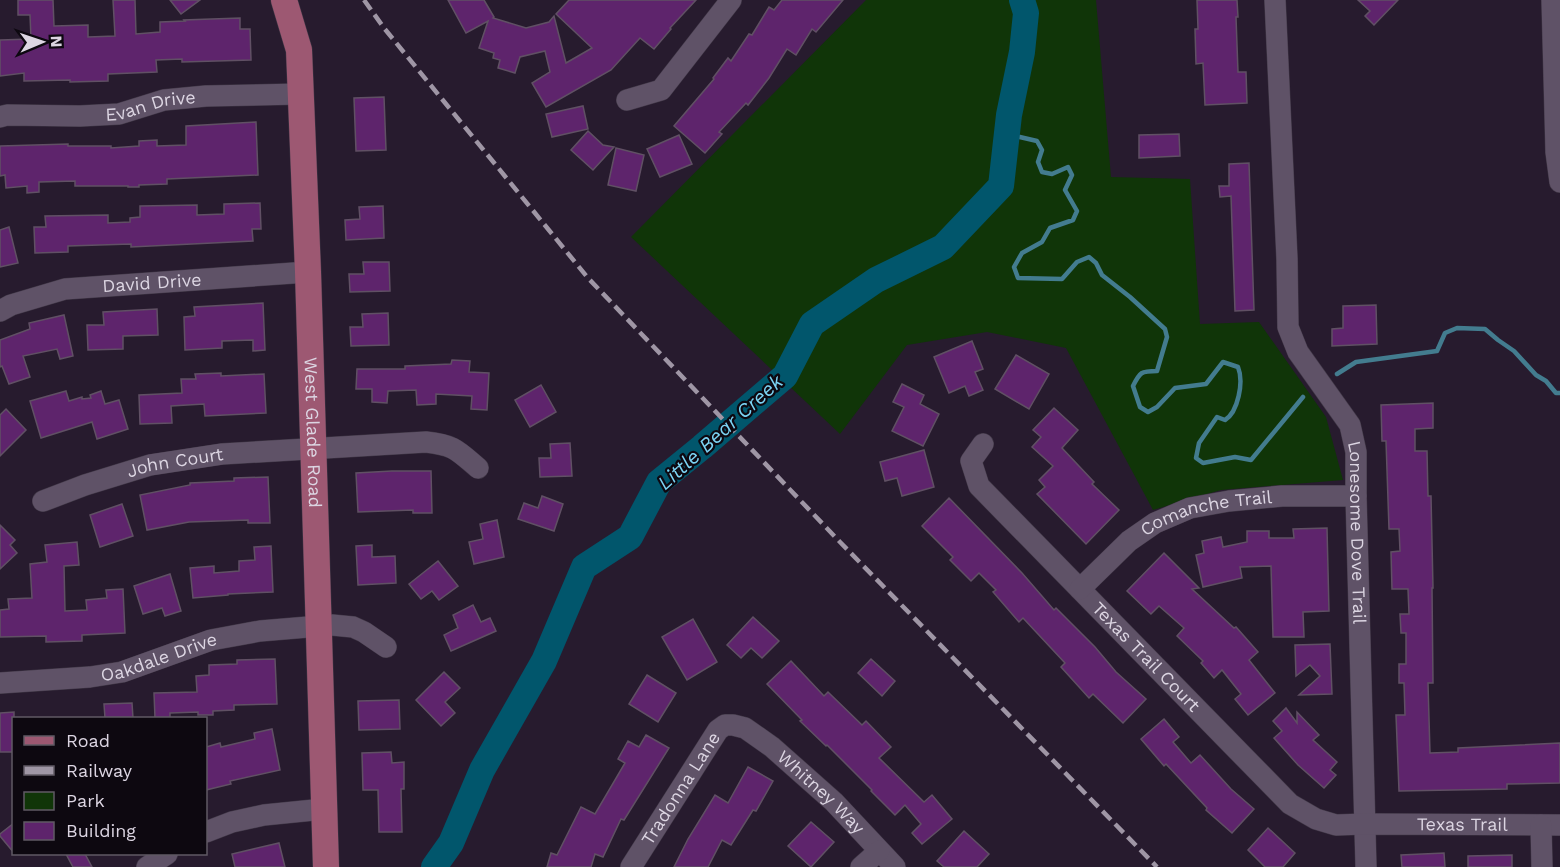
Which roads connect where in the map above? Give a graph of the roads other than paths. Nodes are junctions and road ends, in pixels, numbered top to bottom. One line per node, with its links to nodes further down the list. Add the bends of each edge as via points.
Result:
1 (284, 0): 5 (main road, West Glade Road, via 299,50)
2 (731, 0): 6 (street, via 661,90)
3 (1275, 0): 14 (street, Lonesome Dove Trail, via 1288,327 1298,352 1350,425 1356,452)
4 (1551, 0): 8 (street)
5 (300, 94): 7 (street, Evan Drive, via 164,100 119,114); 9 (main road, West Glade Road)
6 (627, 100)
7 (0, 117)
8 (1560, 182)
9 (308, 272): 10 (street, David Drive, via 65,289); 12 (main road, West Glade Road)
10 (0, 311)
11 (983, 444): 16 (street, Texas Trail Court, via 971,461 979,486)
12 (313, 449): 13 (street, John Court, via 444,444); 15 (street, John Court, via 222,454 150,465); 17 (main road, West Glade Road)
13 (478, 468)
14 (1356, 496): 16 (street, Comanche Trail, via 1282,496 1190,508 1155,523 1129,541); 22 (street, Lonesome Dove Trail)
15 (43, 501)
16 (1080, 589): 22 (street, Texas Trail Court, via 1290,804 1336,825)
17 (318, 627): 18 (street, Oakdale Drive, via 353,627); 19 (street, Oakdale Drive, via 260,631 211,640 122,672); 21 (main road, West Glade Road)
18 (386, 647)
19 (0, 683)
20 (741, 727): 25 (street, Whitney Way, via 772,747 834,802); 29 (street, Tradonna Lane, via 725,725 718,730)
21 (324, 809): 24 (street, via 264,815); 28 (main road, West Glade Road)
22 (1365, 824): 23 (street, Texas Trail); 32 (street, Lonesome Dove Trail)
23 (1551, 825): 33 (street)
24 (207, 832)
25 (879, 851): 30 (street); 31 (street, Whitney Way)
26 (165, 855): 27 (street)
27 (147, 867)
28 (326, 867)
29 (631, 867)
30 (861, 867)
31 (895, 867)
32 (1366, 867)
33 (1542, 867)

> AIM OF THE TASK
Please reproduce the entries from above exactly; images are not part of the copy.

> SOLVED PROBLEM
Which roads connect where in the map above? Give a graph of the roads other than paths. Nodes are junctions and road ends, in pixels, numbered top to bottom. One line per node, with its links to nodes further down the list. Add the bends of each edge as via points.
Result:
1 (284, 0): 5 (main road, West Glade Road, via 299,50)
2 (731, 0): 6 (street, via 661,90)
3 (1275, 0): 14 (street, Lonesome Dove Trail, via 1288,327 1298,352 1350,425 1356,452)
4 (1551, 0): 8 (street)
5 (300, 94): 7 (street, Evan Drive, via 164,100 119,114); 9 (main road, West Glade Road)
6 (627, 100)
7 (0, 117)
8 (1560, 182)
9 (308, 272): 10 (street, David Drive, via 65,289); 12 (main road, West Glade Road)
10 (0, 311)
11 (983, 444): 16 (street, Texas Trail Court, via 971,461 979,486)
12 (313, 449): 13 (street, John Court, via 444,444); 15 (street, John Court, via 222,454 150,465); 17 (main road, West Glade Road)
13 (478, 468)
14 (1356, 496): 16 (street, Comanche Trail, via 1282,496 1190,508 1155,523 1129,541); 22 (street, Lonesome Dove Trail)
15 (43, 501)
16 (1080, 589): 22 (street, Texas Trail Court, via 1290,804 1336,825)
17 (318, 627): 18 (street, Oakdale Drive, via 353,627); 19 (street, Oakdale Drive, via 260,631 211,640 122,672); 21 (main road, West Glade Road)
18 (386, 647)
19 (0, 683)
20 (741, 727): 25 (street, Whitney Way, via 772,747 834,802); 29 (street, Tradonna Lane, via 725,725 718,730)
21 (324, 809): 24 (street, via 264,815); 28 (main road, West Glade Road)
22 (1365, 824): 23 (street, Texas Trail); 32 (street, Lonesome Dove Trail)
23 (1551, 825): 33 (street)
24 (207, 832)
25 (879, 851): 30 (street); 31 (street, Whitney Way)
26 (165, 855): 27 (street)
27 (147, 867)
28 (326, 867)
29 (631, 867)
30 (861, 867)
31 (895, 867)
32 (1366, 867)
33 (1542, 867)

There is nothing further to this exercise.